## WHAT TO WORK ON
I'd like every entry transcribed word for word, with no pictures.

## RECORD EXTRACTS
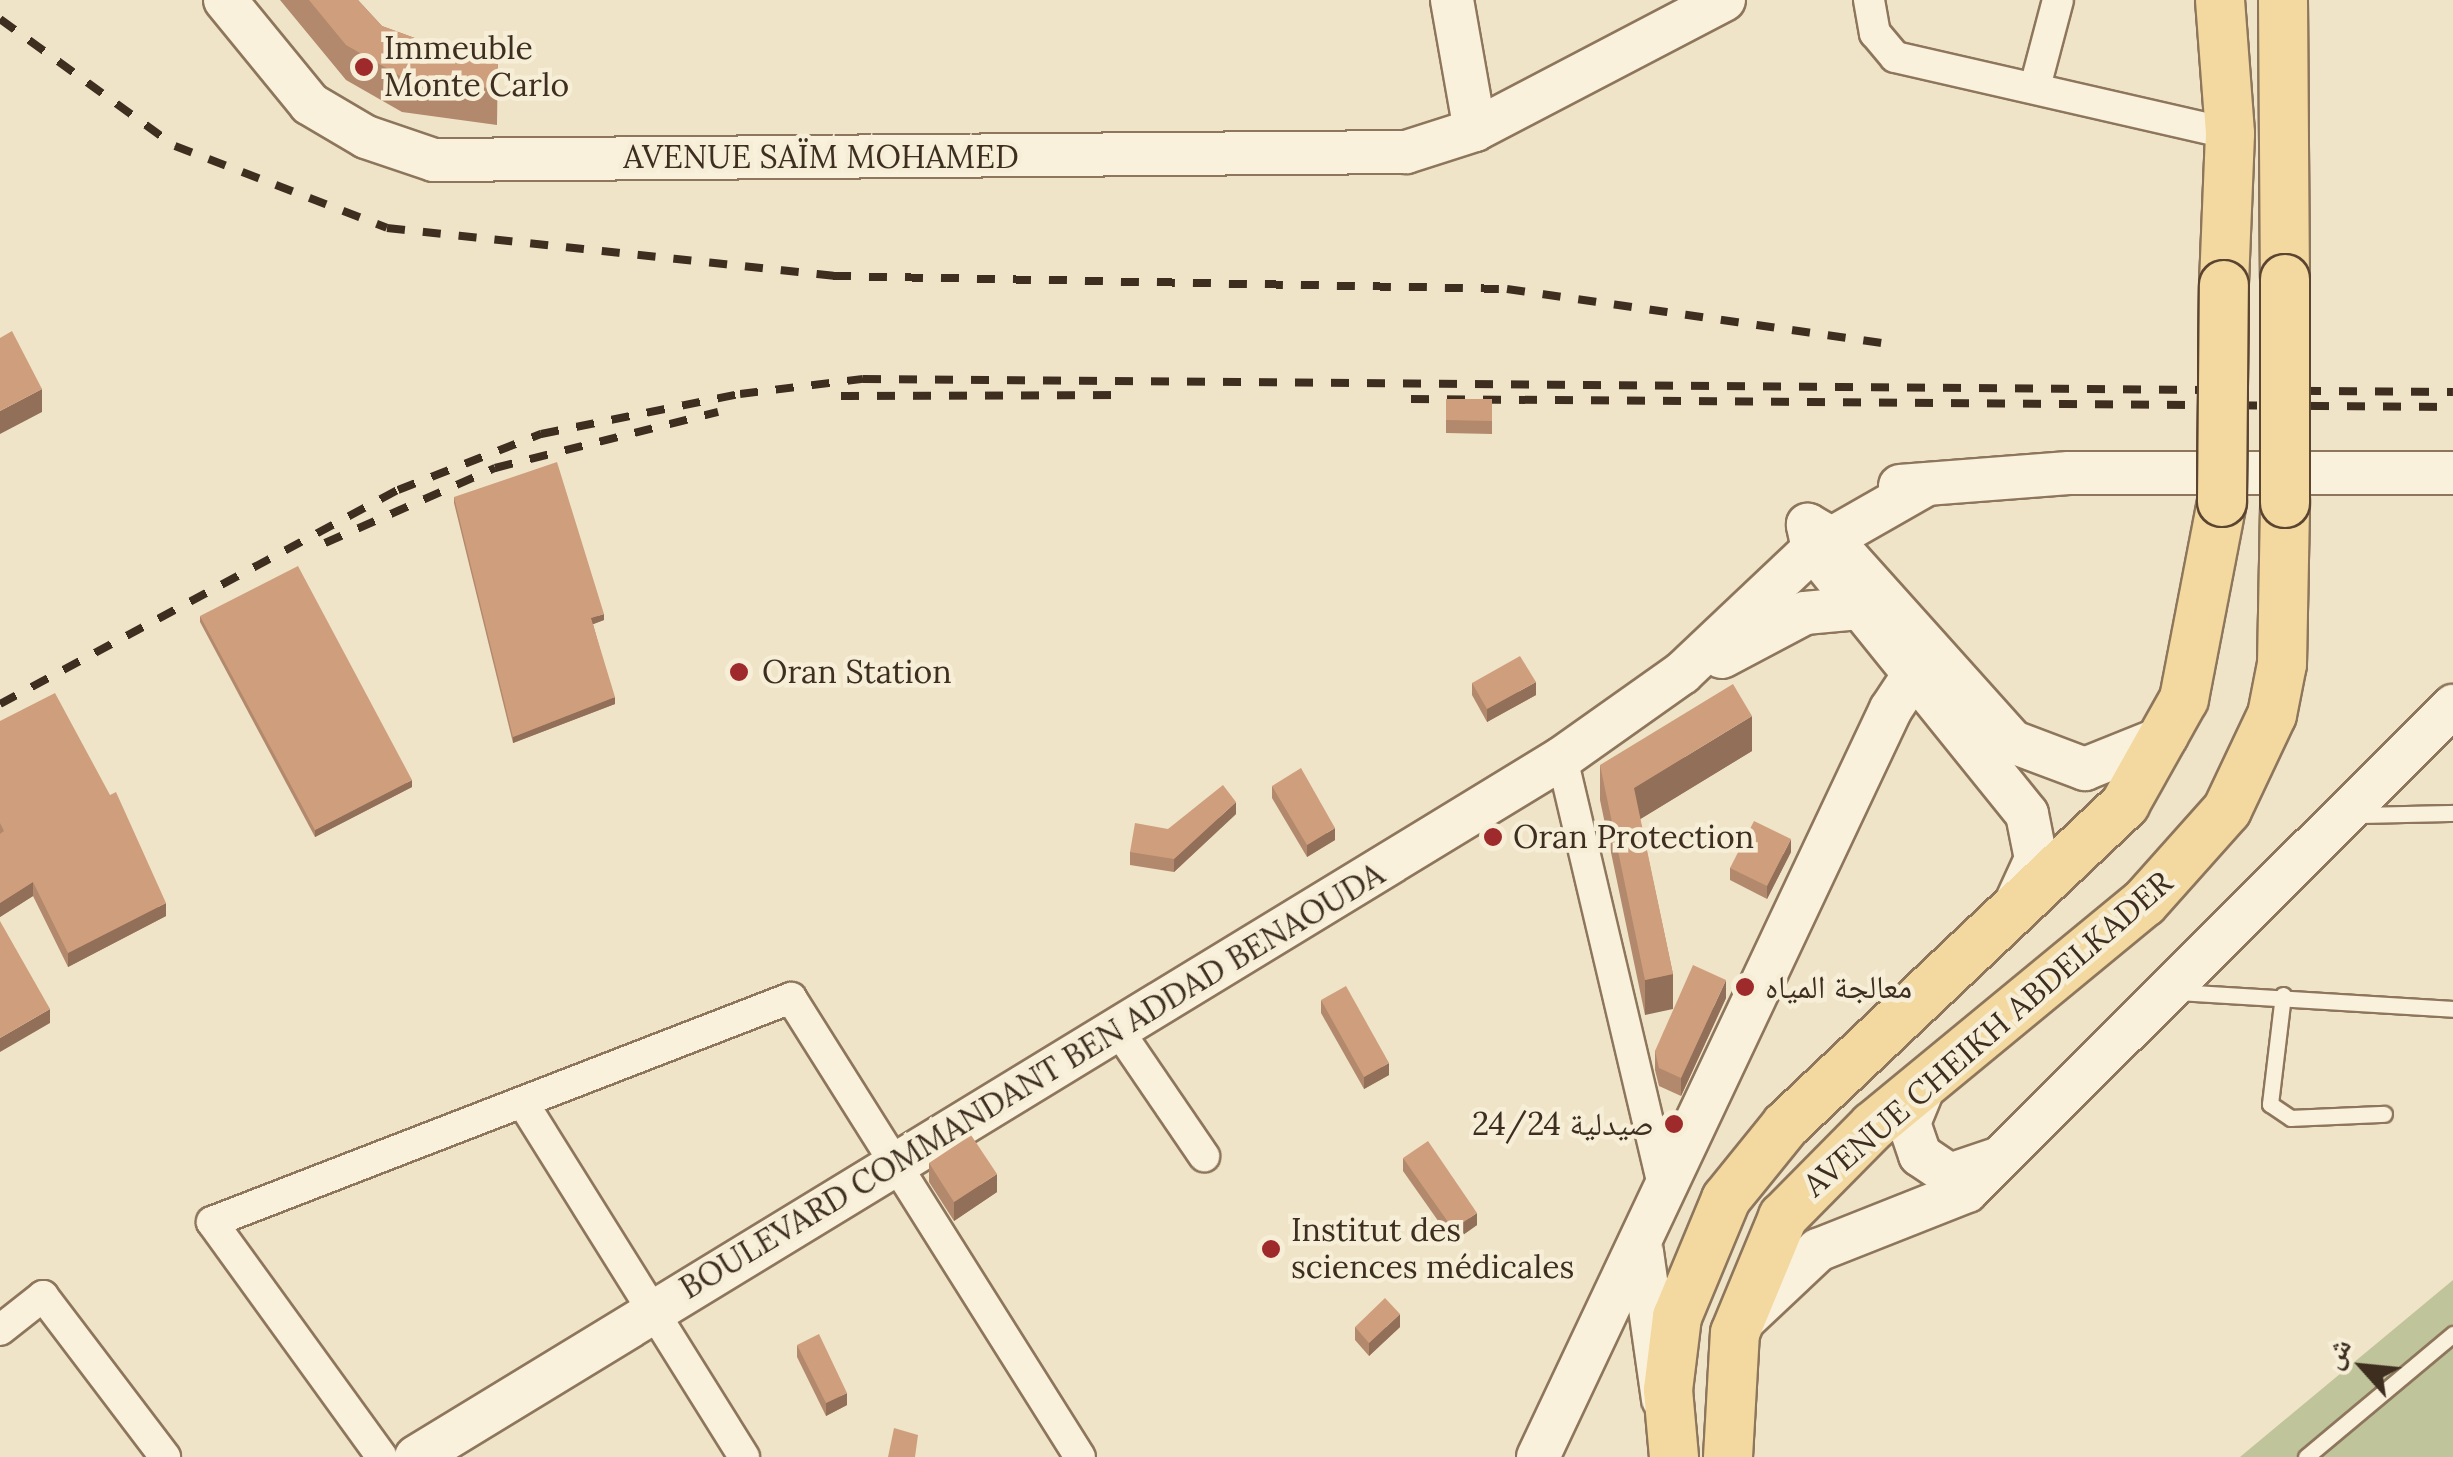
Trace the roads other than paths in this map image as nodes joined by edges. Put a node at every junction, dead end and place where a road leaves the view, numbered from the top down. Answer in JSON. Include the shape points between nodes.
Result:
{"nodes":[{"id":1,"x":226,"y":0,"type":"edge"},
{"id":2,"x":1452,"y":0,"type":"edge"},
{"id":3,"x":1724,"y":0,"type":"edge"},
{"id":4,"x":1869,"y":0,"type":"edge"},
{"id":5,"x":2058,"y":0,"type":"edge"},
{"id":6,"x":2220,"y":0,"type":"edge"},
{"id":7,"x":2284,"y":0,"type":"edge"},
{"id":8,"x":2035,"y":88,"type":"junction"},
{"id":9,"x":1476,"y":130,"type":"junction"},
{"id":10,"x":2230,"y":134,"type":"junction"},
{"id":11,"x":2399,"y":471,"type":"junction"},
{"id":12,"x":2453,"y":473,"type":"edge"},
{"id":13,"x":2453,"y":490,"type":"edge"},
{"id":14,"x":1817,"y":537,"type":"junction"},
{"id":15,"x":1860,"y":608,"type":"junction"},
{"id":16,"x":1911,"y":656,"type":"junction"},
{"id":17,"x":1696,"y":662,"type":"junction"},
{"id":18,"x":1643,"y":696,"type":"junction"},
{"id":19,"x":2453,"y":706,"type":"edge"},
{"id":20,"x":2167,"y":736,"type":"junction"},
{"id":21,"x":1562,"y":758,"type":"junction"},
{"id":22,"x":2453,"y":813,"type":"edge"},
{"id":23,"x":2348,"y":816,"type":"junction"},
{"id":24,"x":1992,"y":938,"type":"junction"},
{"id":25,"x":2173,"y":992,"type":"junction"},
{"id":26,"x":2283,"y":994,"type":"junction"},
{"id":27,"x":2453,"y":1009,"type":"edge"},
{"id":28,"x":1118,"y":1030,"type":"junction"},
{"id":29,"x":1925,"y":1084,"type":"junction"},
{"id":30,"x":523,"y":1103,"type":"junction"},
{"id":31,"x":2384,"y":1114,"type":"dead end"},
{"id":32,"x":1204,"y":1156,"type":"dead end"},
{"id":33,"x":1998,"y":1159,"type":"junction"},
{"id":34,"x":894,"y":1162,"type":"junction"},
{"id":35,"x":1664,"y":1195,"type":"junction"},
{"id":36,"x":1642,"y":1247,"type":"junction"},
{"id":37,"x":652,"y":1312,"type":"junction"},
{"id":38,"x":0,"y":1330,"type":"edge"},
{"id":39,"x":1735,"y":1333,"type":"junction"},
{"id":40,"x":2448,"y":1338,"type":"edge"},
{"id":41,"x":2453,"y":1357,"type":"edge"},
{"id":42,"x":1578,"y":1385,"type":"junction"},
{"id":43,"x":1671,"y":1439,"type":"edge"},
{"id":44,"x":166,"y":1457,"type":"edge"},
{"id":45,"x":382,"y":1457,"type":"edge"},
{"id":46,"x":416,"y":1457,"type":"edge"},
{"id":47,"x":744,"y":1457,"type":"edge"},
{"id":48,"x":1080,"y":1457,"type":"edge"},
{"id":49,"x":1538,"y":1457,"type":"edge"},
{"id":50,"x":1728,"y":1457,"type":"edge"},
{"id":51,"x":2306,"y":1457,"type":"edge"}],
"edges":[{"from":1,"to":9,"type":"street","name":"AVENUE SAÏM MOHAMED","via":[[310,104],[366,137],[434,160],[1406,152]]},
{"from":2,"to":9,"type":"street"},
{"from":3,"to":9,"type":"street","name":"AVENUE SAÏM MOHAMED"},
{"from":4,"to":8,"type":"street","via":[[1875,34],[1896,57]]},
{"from":5,"to":8,"type":"street"},
{"from":6,"to":10,"type":"main road","name":"AVENUE CHEIKH ABDELKADER"},
{"from":7,"to":29,"type":"main road","name":"AVENUE CHEIKH ABDELKADER","bridge":true,"via":[[2282,664],[2266,732],[2227,810],[2144,903]]},
{"from":8,"to":10,"type":"street"},
{"from":10,"to":20,"type":"main road","name":"AVENUE CHEIKH ABDELKADER","bridge":true,"via":[[2222,502],[2208,612]]},
{"from":11,"to":12,"type":"street","name":"BOULEVARD COMMANDANT BEN ADDAD BENAOUDA"},
{"from":11,"to":13,"type":"street"},
{"from":11,"to":14,"type":"street","name":"BOULEVARD COMMANDANT BEN ADDAD BENAOUDA","via":[[2069,473],[1925,484]]},
{"from":14,"to":15,"type":"street"},
{"from":14,"to":16,"type":"street"},
{"from":14,"to":17,"type":"street","name":"BOULEVARD COMMANDANT BEN ADDAD BENAOUDA"},
{"from":14,"to":18,"type":"street","name":"BOULEVARD COMMANDANT BEN ADDAD BENAOUDA","via":[[1666,659]]},
{"from":15,"to":16,"type":"street"},
{"from":15,"to":17,"type":"street","via":[[1805,613]]},
{"from":16,"to":20,"type":"street","via":[[1995,727],[2064,767],[2102,766]]},
{"from":16,"to":24,"type":"street","via":[[2018,798],[2036,840],[2029,880]]},
{"from":16,"to":35,"type":"street"},
{"from":17,"to":18,"type":"street","name":"BOULEVARD COMMANDANT BEN ADDAD BENAOUDA"},
{"from":18,"to":21,"type":"street","name":"BOULEVARD COMMANDANT BEN ADDAD BENAOUDA"},
{"from":19,"to":23,"type":"street"},
{"from":20,"to":24,"type":"main road","name":"AVENUE CHEIKH ABDELKADER","via":[[2125,804]]},
{"from":21,"to":28,"type":"street","name":"BOULEVARD COMMANDANT BEN ADDAD BENAOUDA"},
{"from":21,"to":35,"type":"street"},
{"from":22,"to":23,"type":"lane"},
{"from":23,"to":25,"type":"street"},
{"from":24,"to":43,"type":"main road","name":"AVENUE CHEIKH ABDELKADER","via":[[1800,1112],[1726,1199],[1677,1317]]},
{"from":25,"to":26,"type":"lane"},
{"from":25,"to":33,"type":"street"},
{"from":26,"to":27,"type":"lane"},
{"from":26,"to":31,"type":"lane","via":[[2270,1104],[2291,1118]]},
{"from":28,"to":32,"type":"street"},
{"from":28,"to":34,"type":"street","name":"BOULEVARD COMMANDANT BEN ADDAD BENAOUDA"},
{"from":29,"to":33,"type":"street","via":[[1909,1123],[1920,1155],[1950,1175]]},
{"from":29,"to":39,"type":"main road","name":"AVENUE CHEIKH ABDELKADER","via":[[1783,1217]]},
{"from":30,"to":34,"type":"street","via":[[791,998]]},
{"from":30,"to":37,"type":"street"},
{"from":30,"to":45,"type":"street","via":[[212,1222]]},
{"from":33,"to":39,"type":"street","via":[[1949,1206],[1797,1262]]},
{"from":34,"to":37,"type":"street","name":"BOULEVARD COMMANDANT BEN ADDAD BENAOUDA"},
{"from":34,"to":48,"type":"street"},
{"from":35,"to":36,"type":"street"},
{"from":36,"to":42,"type":"street"},
{"from":36,"to":43,"type":"street","via":[[1648,1340]]},
{"from":37,"to":46,"type":"street","name":"BOULEVARD COMMANDANT BEN ADDAD BENAOUDA"},
{"from":37,"to":47,"type":"street"},
{"from":38,"to":44,"type":"street","via":[[43,1296]]},
{"from":39,"to":50,"type":"main road","name":"AVENUE CHEIKH ABDELKADER"},
{"from":40,"to":41,"type":"lane"},
{"from":40,"to":51,"type":"lane"},
{"from":42,"to":43,"type":"street","via":[[1605,1370],[1628,1375]]},
{"from":42,"to":49,"type":"street"}]}
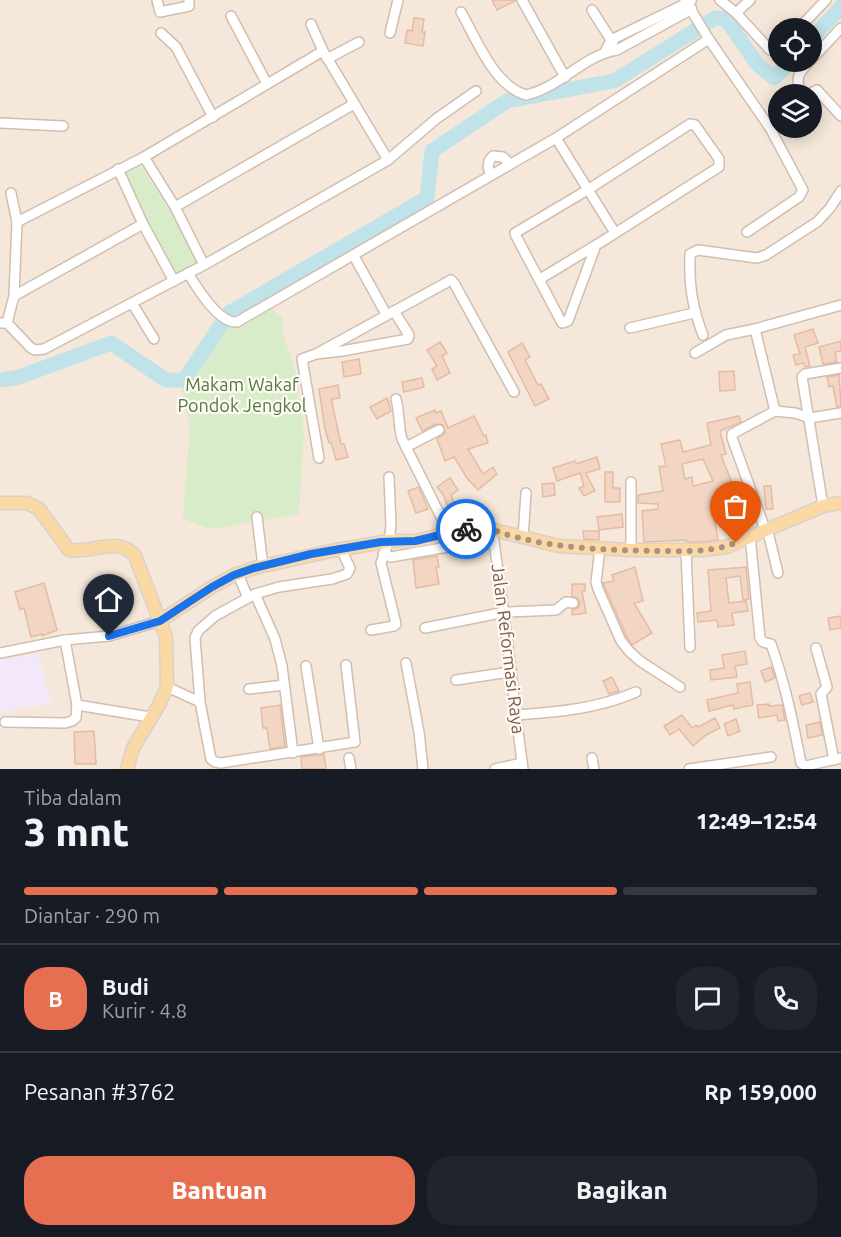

## EXPECTED ANSWER
Trace the roads other than paths in this map image as nodes joined by edges. Put a node at every junction, dead end and place where a road leaves the view, numbered from the top down. Answer in JSON. Include the shape points between nodes.
Result:
{"nodes":[{"id":1,"x":226,"y":0,"type":"edge"},
{"id":2,"x":1452,"y":0,"type":"edge"},
{"id":3,"x":1724,"y":0,"type":"edge"},
{"id":4,"x":1869,"y":0,"type":"edge"},
{"id":5,"x":2058,"y":0,"type":"edge"},
{"id":6,"x":2220,"y":0,"type":"edge"},
{"id":7,"x":2284,"y":0,"type":"edge"},
{"id":8,"x":2035,"y":88,"type":"junction"},
{"id":9,"x":1476,"y":130,"type":"junction"},
{"id":10,"x":2230,"y":134,"type":"junction"},
{"id":11,"x":2399,"y":471,"type":"junction"},
{"id":12,"x":2453,"y":473,"type":"edge"},
{"id":13,"x":2453,"y":490,"type":"edge"},
{"id":14,"x":1817,"y":537,"type":"junction"},
{"id":15,"x":1860,"y":608,"type":"junction"},
{"id":16,"x":1911,"y":656,"type":"junction"},
{"id":17,"x":1696,"y":662,"type":"junction"},
{"id":18,"x":1643,"y":696,"type":"junction"},
{"id":19,"x":2453,"y":706,"type":"edge"},
{"id":20,"x":2167,"y":736,"type":"junction"},
{"id":21,"x":1562,"y":758,"type":"junction"},
{"id":22,"x":2453,"y":813,"type":"edge"},
{"id":23,"x":2348,"y":816,"type":"junction"},
{"id":24,"x":1992,"y":938,"type":"junction"},
{"id":25,"x":2173,"y":992,"type":"junction"},
{"id":26,"x":2283,"y":994,"type":"junction"},
{"id":27,"x":2453,"y":1009,"type":"edge"},
{"id":28,"x":1118,"y":1030,"type":"junction"},
{"id":29,"x":1925,"y":1084,"type":"junction"},
{"id":30,"x":523,"y":1103,"type":"junction"},
{"id":31,"x":2384,"y":1114,"type":"dead end"},
{"id":32,"x":1204,"y":1156,"type":"dead end"},
{"id":33,"x":1998,"y":1159,"type":"junction"},
{"id":34,"x":894,"y":1162,"type":"junction"},
{"id":35,"x":1664,"y":1195,"type":"junction"},
{"id":36,"x":1642,"y":1247,"type":"junction"},
{"id":37,"x":652,"y":1312,"type":"junction"},
{"id":38,"x":0,"y":1330,"type":"edge"},
{"id":39,"x":1735,"y":1333,"type":"junction"},
{"id":40,"x":2448,"y":1338,"type":"edge"},
{"id":41,"x":2453,"y":1357,"type":"edge"},
{"id":42,"x":1578,"y":1385,"type":"junction"},
{"id":43,"x":1671,"y":1439,"type":"edge"},
{"id":44,"x":166,"y":1457,"type":"edge"},
{"id":45,"x":382,"y":1457,"type":"edge"},
{"id":46,"x":416,"y":1457,"type":"edge"},
{"id":47,"x":744,"y":1457,"type":"edge"},
{"id":48,"x":1080,"y":1457,"type":"edge"},
{"id":49,"x":1538,"y":1457,"type":"edge"},
{"id":50,"x":1728,"y":1457,"type":"edge"},
{"id":51,"x":2306,"y":1457,"type":"edge"}],
"edges":[{"from":1,"to":9,"type":"street","name":"AVENUE SAÏM MOHAMED","via":[[310,104],[366,137],[434,160],[1406,152]]},
{"from":2,"to":9,"type":"street"},
{"from":3,"to":9,"type":"street","name":"AVENUE SAÏM MOHAMED"},
{"from":4,"to":8,"type":"street","via":[[1875,34],[1896,57]]},
{"from":5,"to":8,"type":"street"},
{"from":6,"to":10,"type":"main road","name":"AVENUE CHEIKH ABDELKADER"},
{"from":7,"to":29,"type":"main road","name":"AVENUE CHEIKH ABDELKADER","bridge":true,"via":[[2282,664],[2266,732],[2227,810],[2144,903]]},
{"from":8,"to":10,"type":"street"},
{"from":10,"to":20,"type":"main road","name":"AVENUE CHEIKH ABDELKADER","bridge":true,"via":[[2222,502],[2208,612]]},
{"from":11,"to":12,"type":"street","name":"BOULEVARD COMMANDANT BEN ADDAD BENAOUDA"},
{"from":11,"to":13,"type":"street"},
{"from":11,"to":14,"type":"street","name":"BOULEVARD COMMANDANT BEN ADDAD BENAOUDA","via":[[2069,473],[1925,484]]},
{"from":14,"to":15,"type":"street"},
{"from":14,"to":16,"type":"street"},
{"from":14,"to":17,"type":"street","name":"BOULEVARD COMMANDANT BEN ADDAD BENAOUDA"},
{"from":14,"to":18,"type":"street","name":"BOULEVARD COMMANDANT BEN ADDAD BENAOUDA","via":[[1666,659]]},
{"from":15,"to":16,"type":"street"},
{"from":15,"to":17,"type":"street","via":[[1805,613]]},
{"from":16,"to":20,"type":"street","via":[[1995,727],[2064,767],[2102,766]]},
{"from":16,"to":24,"type":"street","via":[[2018,798],[2036,840],[2029,880]]},
{"from":16,"to":35,"type":"street"},
{"from":17,"to":18,"type":"street","name":"BOULEVARD COMMANDANT BEN ADDAD BENAOUDA"},
{"from":18,"to":21,"type":"street","name":"BOULEVARD COMMANDANT BEN ADDAD BENAOUDA"},
{"from":19,"to":23,"type":"street"},
{"from":20,"to":24,"type":"main road","name":"AVENUE CHEIKH ABDELKADER","via":[[2125,804]]},
{"from":21,"to":28,"type":"street","name":"BOULEVARD COMMANDANT BEN ADDAD BENAOUDA"},
{"from":21,"to":35,"type":"street"},
{"from":22,"to":23,"type":"lane"},
{"from":23,"to":25,"type":"street"},
{"from":24,"to":43,"type":"main road","name":"AVENUE CHEIKH ABDELKADER","via":[[1800,1112],[1726,1199],[1677,1317]]},
{"from":25,"to":26,"type":"lane"},
{"from":25,"to":33,"type":"street"},
{"from":26,"to":27,"type":"lane"},
{"from":26,"to":31,"type":"lane","via":[[2270,1104],[2291,1118]]},
{"from":28,"to":32,"type":"street"},
{"from":28,"to":34,"type":"street","name":"BOULEVARD COMMANDANT BEN ADDAD BENAOUDA"},
{"from":29,"to":33,"type":"street","via":[[1909,1123],[1920,1155],[1950,1175]]},
{"from":29,"to":39,"type":"main road","name":"AVENUE CHEIKH ABDELKADER","via":[[1783,1217]]},
{"from":30,"to":34,"type":"street","via":[[791,998]]},
{"from":30,"to":37,"type":"street"},
{"from":30,"to":45,"type":"street","via":[[212,1222]]},
{"from":33,"to":39,"type":"street","via":[[1949,1206],[1797,1262]]},
{"from":34,"to":37,"type":"street","name":"BOULEVARD COMMANDANT BEN ADDAD BENAOUDA"},
{"from":34,"to":48,"type":"street"},
{"from":35,"to":36,"type":"street"},
{"from":36,"to":42,"type":"street"},
{"from":36,"to":43,"type":"street","via":[[1648,1340]]},
{"from":37,"to":46,"type":"street","name":"BOULEVARD COMMANDANT BEN ADDAD BENAOUDA"},
{"from":37,"to":47,"type":"street"},
{"from":38,"to":44,"type":"street","via":[[43,1296]]},
{"from":39,"to":50,"type":"main road","name":"AVENUE CHEIKH ABDELKADER"},
{"from":40,"to":41,"type":"lane"},
{"from":40,"to":51,"type":"lane"},
{"from":42,"to":43,"type":"street","via":[[1605,1370],[1628,1375]]},
{"from":42,"to":49,"type":"street"}]}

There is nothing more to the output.